> DATA EXCERPTS:
==*==
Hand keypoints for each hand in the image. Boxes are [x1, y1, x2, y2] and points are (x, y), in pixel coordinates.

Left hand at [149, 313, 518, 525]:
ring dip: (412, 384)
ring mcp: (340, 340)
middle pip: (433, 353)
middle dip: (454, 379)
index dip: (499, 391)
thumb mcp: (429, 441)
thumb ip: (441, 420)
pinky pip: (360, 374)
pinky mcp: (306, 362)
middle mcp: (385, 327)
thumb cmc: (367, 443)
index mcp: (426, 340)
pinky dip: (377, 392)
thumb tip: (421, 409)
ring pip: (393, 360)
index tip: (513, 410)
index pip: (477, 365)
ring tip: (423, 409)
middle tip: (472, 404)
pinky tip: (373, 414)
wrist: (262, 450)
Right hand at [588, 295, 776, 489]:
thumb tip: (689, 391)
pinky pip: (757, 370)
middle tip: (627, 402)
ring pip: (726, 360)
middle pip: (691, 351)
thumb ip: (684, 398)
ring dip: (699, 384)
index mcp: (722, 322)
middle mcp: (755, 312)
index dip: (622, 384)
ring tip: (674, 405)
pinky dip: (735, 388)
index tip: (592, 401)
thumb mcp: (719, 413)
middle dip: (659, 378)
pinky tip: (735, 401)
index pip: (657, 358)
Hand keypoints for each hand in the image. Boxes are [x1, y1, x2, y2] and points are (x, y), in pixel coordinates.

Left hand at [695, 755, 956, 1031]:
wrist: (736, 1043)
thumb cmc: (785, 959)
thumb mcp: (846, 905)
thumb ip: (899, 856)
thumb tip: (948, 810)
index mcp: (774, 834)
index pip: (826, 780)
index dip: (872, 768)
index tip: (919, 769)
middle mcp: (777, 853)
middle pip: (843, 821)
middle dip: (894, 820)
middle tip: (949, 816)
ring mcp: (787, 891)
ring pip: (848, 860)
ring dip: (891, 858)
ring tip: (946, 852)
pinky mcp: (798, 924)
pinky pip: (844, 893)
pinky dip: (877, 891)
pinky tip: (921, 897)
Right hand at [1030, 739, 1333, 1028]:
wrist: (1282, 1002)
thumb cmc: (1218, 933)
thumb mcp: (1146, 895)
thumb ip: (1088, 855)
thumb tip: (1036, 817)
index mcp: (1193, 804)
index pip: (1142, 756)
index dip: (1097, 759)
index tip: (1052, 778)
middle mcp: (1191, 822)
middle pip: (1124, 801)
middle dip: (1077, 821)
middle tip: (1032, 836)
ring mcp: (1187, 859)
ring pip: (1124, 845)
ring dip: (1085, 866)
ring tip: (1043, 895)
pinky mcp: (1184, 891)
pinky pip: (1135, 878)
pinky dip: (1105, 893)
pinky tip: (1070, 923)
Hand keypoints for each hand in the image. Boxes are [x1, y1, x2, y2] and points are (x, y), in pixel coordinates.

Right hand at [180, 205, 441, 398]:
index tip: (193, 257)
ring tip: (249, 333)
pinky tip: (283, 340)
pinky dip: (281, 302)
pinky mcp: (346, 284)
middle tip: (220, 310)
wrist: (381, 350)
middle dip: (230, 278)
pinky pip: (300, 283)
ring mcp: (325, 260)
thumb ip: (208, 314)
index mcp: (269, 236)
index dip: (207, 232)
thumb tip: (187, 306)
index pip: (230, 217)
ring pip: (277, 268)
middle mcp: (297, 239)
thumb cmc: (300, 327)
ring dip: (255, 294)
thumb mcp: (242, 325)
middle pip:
==*==
> WHAT TO PRODUCE:
Repeat exactly the lines above from the one with "pinky dip: (877, 891)" up to and including the one with "index dip: (1097, 759)". No other line belongs in the reply.

> OUTPUT OF THE EXERCISE:
pinky dip: (877, 891)
pinky tip: (921, 897)
Right hand at [1030, 739, 1333, 1028]:
wrist: (1282, 1002)
thumb cmc: (1218, 933)
thumb mcp: (1146, 895)
thumb ip: (1088, 855)
thumb tip: (1036, 817)
index mcp: (1193, 804)
index pip: (1142, 756)
index dip: (1097, 759)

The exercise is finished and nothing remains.